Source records
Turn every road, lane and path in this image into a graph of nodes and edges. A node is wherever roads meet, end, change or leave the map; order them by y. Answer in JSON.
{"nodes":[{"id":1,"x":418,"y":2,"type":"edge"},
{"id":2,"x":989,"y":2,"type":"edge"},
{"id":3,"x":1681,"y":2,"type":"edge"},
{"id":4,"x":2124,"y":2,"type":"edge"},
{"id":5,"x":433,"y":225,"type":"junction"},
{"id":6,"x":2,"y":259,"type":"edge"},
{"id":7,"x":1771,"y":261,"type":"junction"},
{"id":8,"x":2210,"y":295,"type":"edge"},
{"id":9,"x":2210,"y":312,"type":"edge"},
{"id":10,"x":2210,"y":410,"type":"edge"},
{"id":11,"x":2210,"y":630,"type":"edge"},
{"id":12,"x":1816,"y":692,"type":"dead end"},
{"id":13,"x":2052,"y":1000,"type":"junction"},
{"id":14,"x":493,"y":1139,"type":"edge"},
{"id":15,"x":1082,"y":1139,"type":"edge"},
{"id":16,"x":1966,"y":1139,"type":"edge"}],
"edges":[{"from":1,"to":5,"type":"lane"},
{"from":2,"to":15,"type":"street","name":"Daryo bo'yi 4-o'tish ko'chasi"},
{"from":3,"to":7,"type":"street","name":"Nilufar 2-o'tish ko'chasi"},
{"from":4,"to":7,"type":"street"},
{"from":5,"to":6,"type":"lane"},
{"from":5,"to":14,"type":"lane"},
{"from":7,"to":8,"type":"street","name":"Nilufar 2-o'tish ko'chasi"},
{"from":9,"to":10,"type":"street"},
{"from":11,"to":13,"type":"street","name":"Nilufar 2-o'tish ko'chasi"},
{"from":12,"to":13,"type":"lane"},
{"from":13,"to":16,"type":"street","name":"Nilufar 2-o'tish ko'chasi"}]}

Exercise details:
The count alone is needed: how many lines of these entries contain the word "chasi"?

Output of the exercise:
5